Comparison with a clone library Sanger sequencing approach

From the clone library previously established from the same Peruvian DNA extracts as used here, the most abundant potato root colonizers were an unknown Claroideoglomus sp. (Sp. 5), F. mosseae (Sp. 12) and R. irregularis (Sp. 9). From the 454 relative abundance data for Peru, the most abundant colonizers (from lowest to highest) were Claroideoglomus sp. (Sp. 5), Rhizophagus invermaius (Sp. 35; not previously found in the clone library) and the previously found Acaulospora sp. (Sp. 14). Two species, Ambispora sp. (Sp. 1) and Archaeospora sp. (Sp. 4) annotated from the clone library were not found by 454 sequencing. Because we could annotate other Ambispora and Archaeospora species, we hypothesize that these species perhaps were present but their sequences incorrectly affiliated to very closely related species after the automatic alignment of the 454 sequences. Using different approaches and targeting different fungal communities, Kauserud et al. (2012) and Tedersoo et al. (2010) observed that some of the most abundant OTUs obtained in 454 sequencing were not recovered in the clone library or found in low amounts. In our case it became clear that there are strong limitations when using a clone-based Sanger sequencing approach, but nevertheless, the utility of long sequences, especially for unknown species, should not be overlooked as they provide the phylogenetic context for 454 sequence taxonomic affiliation.

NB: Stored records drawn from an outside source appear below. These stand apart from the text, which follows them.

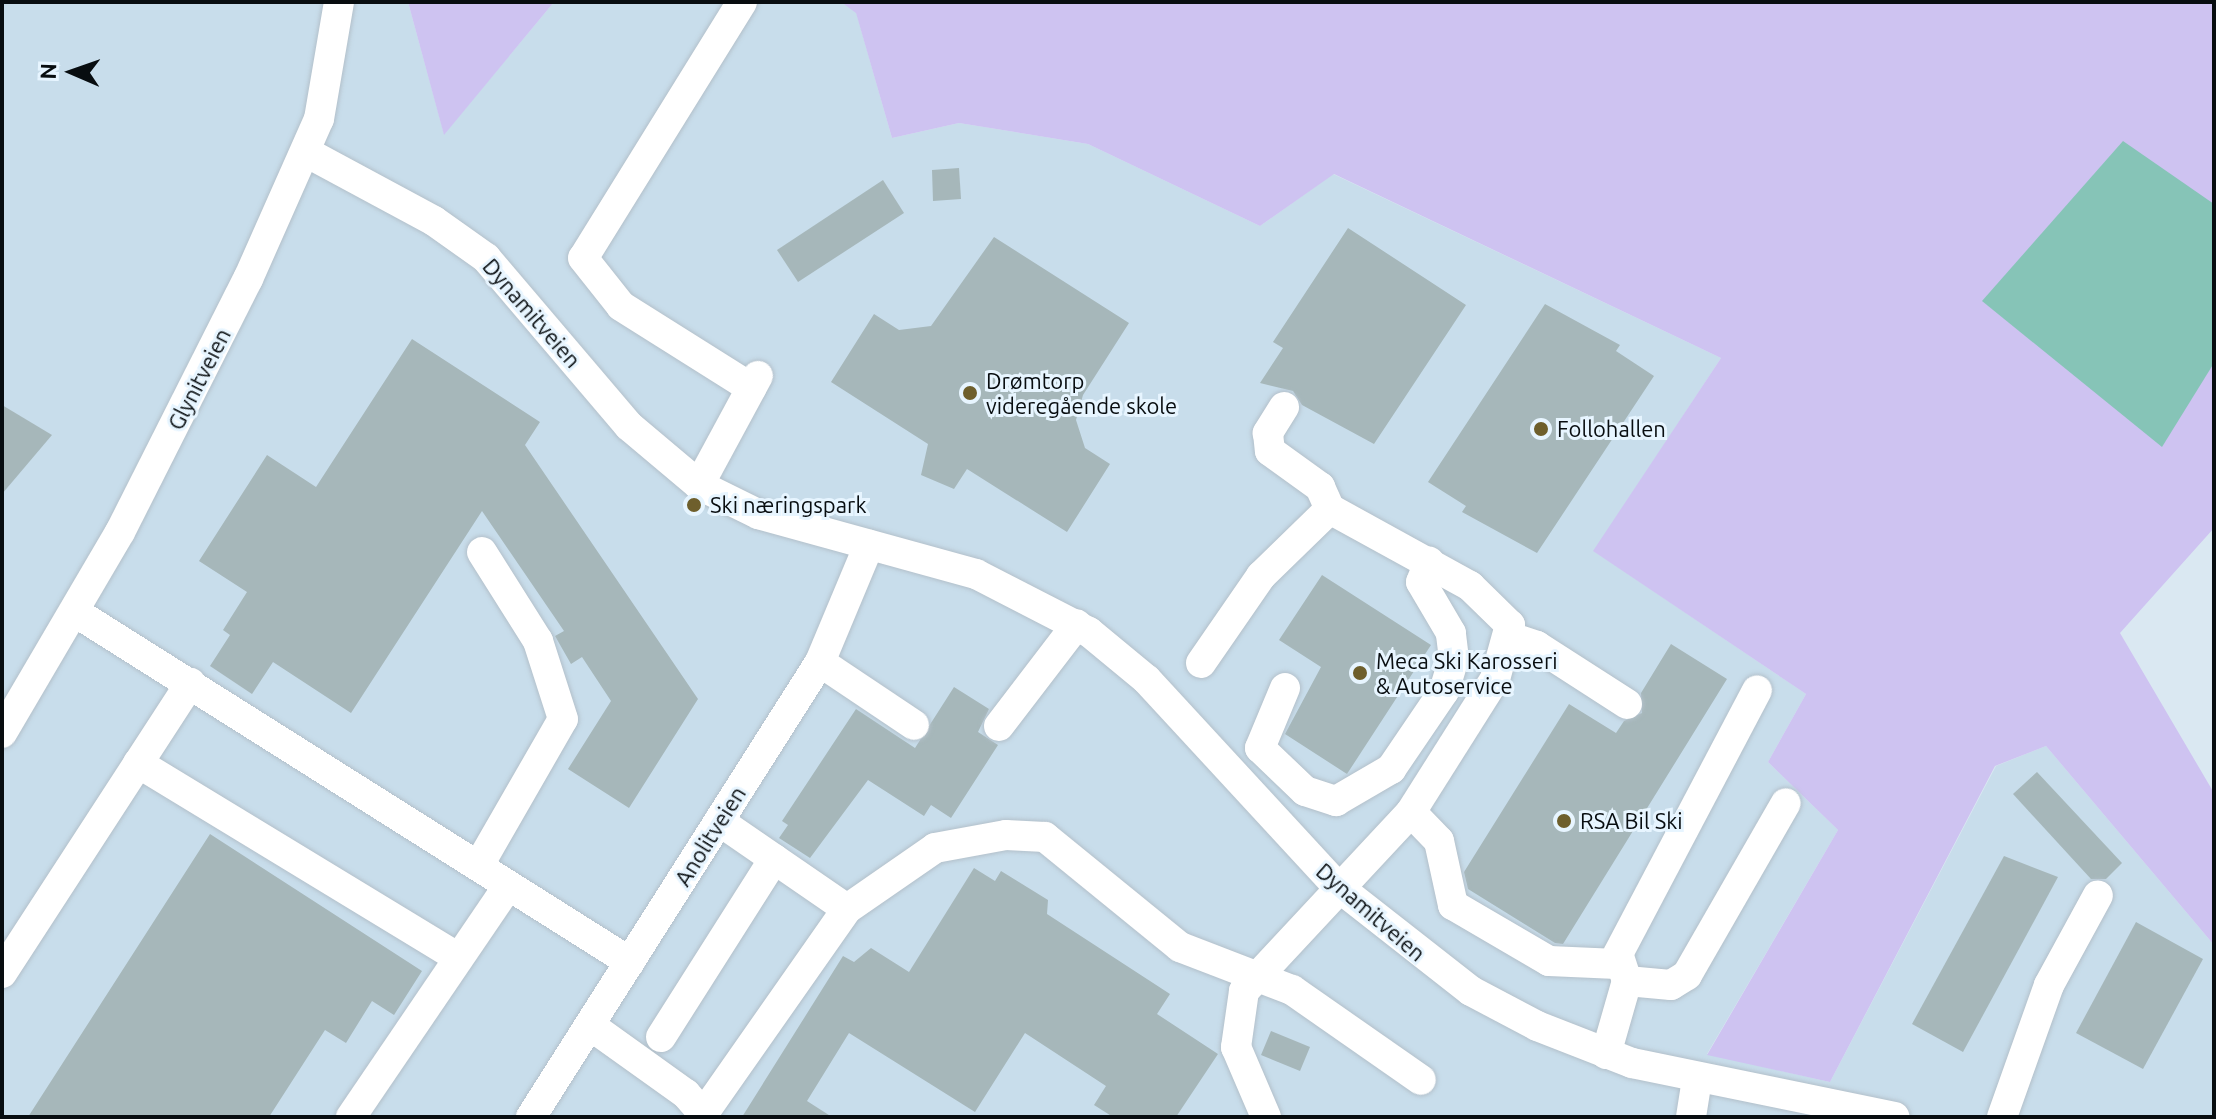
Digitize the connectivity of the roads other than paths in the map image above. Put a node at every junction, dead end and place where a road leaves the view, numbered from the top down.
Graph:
1 (339, 2) edge
2 (742, 2) edge
3 (306, 152) junction
4 (1284, 407) dead end
5 (699, 485) junction
6 (1330, 509) junction
7 (869, 545) junction
8 (482, 552) dead end
9 (1429, 562) junction
10 (75, 612) junction
11 (1077, 624) junction
12 (1510, 637) junction
13 (820, 662) junction
14 (1201, 663) dead end
15 (190, 683) junction
16 (1285, 688) dead end
17 (1757, 690) dead end
18 (1627, 704) dead end
19 (914, 725) dead end
20 (999, 726) dead end
21 (2, 733) edge
22 (1407, 750) junction
23 (138, 763) junction
24 (1438, 770) junction
25 (1786, 803) dead end
26 (1411, 812) junction
27 (719, 821) junction
28 (774, 859) junction
29 (479, 865) junction
30 (508, 886) junction
31 (1337, 886) junction
32 (2098, 895) dead end
33 (847, 909) junction
34 (457, 957) junction
35 (630, 962) junction
36 (1622, 972) junction
37 (2, 973) edge
38 (1256, 973) junction
39 (591, 1026) junction
40 (661, 1037) dead end
41 (1606, 1054) junction
42 (1697, 1079) junction
43 (1421, 1080) dead end
44 (705, 1115) edge
45 (351, 1117) edge
46 (531, 1117) edge
47 (1266, 1117) edge
48 (1691, 1117) edge
49 (1895, 1117) edge
50 (2002, 1117) edge

1 - 3 street, Glynitveien
2 - 5 street
3 - 5 street, Dynamitveien
3 - 10 street, Glynitveien
4 - 6 street
5 - 7 street, Dynamitveien
6 - 9 street
6 - 14 street
7 - 11 street, Dynamitveien
7 - 13 street, Anolitveien
8 - 29 street
9 - 12 street
9 - 22 street
10 - 15 street
10 - 21 street, Glynitveien
11 - 20 street
11 - 31 street, Dynamitveien
12 - 18 street
12 - 24 street
13 - 19 street
13 - 27 street, Anolitveien
15 - 23 street
15 - 29 street
16 - 22 street
17 - 36 street
22 - 24 street
23 - 34 street
23 - 37 street
24 - 26 street
25 - 36 street
26 - 31 street
26 - 36 street
27 - 28 street
27 - 35 street, Anolitveien
28 - 33 street
28 - 40 street
29 - 30 street
30 - 34 street
30 - 35 street
31 - 38 street
31 - 41 street, Dynamitveien
32 - 50 street
33 - 38 street
33 - 44 street
34 - 45 street
35 - 39 street, Anolitveien
36 - 41 street
38 - 43 street
38 - 47 street
39 - 44 street
39 - 46 street, Anolitveien
41 - 42 street, Dynamitveien
42 - 48 street
42 - 49 street, Dynamitveien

In conclusion, for a better understanding of the dynamics of AMF communities the characterization of their species is necessary. This is especially important to compare among different studies by ecologically meaningful diversity patterns. The improvement of pyrosequencing methods with the goal of obtaining longer reads will eventually permit accurate species annotation. Using ~760 bp reads combined with the EPA approach allowed us to annotate sequences to both unknown and described species with high resolution. Even though the analyzed samples were from sites with highly variable environmental conditions, we could identify the members of a conserved potato AMF core species community, composed of two Acaulospora spp., C. nodosa and an unknown Claroideoglomus sp., usually accompanied by one or more Rhizophagus species. The identification and characterization of the yet unnamed AMF species associated with food crops will facilitate a selective design of AMF inoculum and application schemes with the purpose of improving sustainable agricultural practices.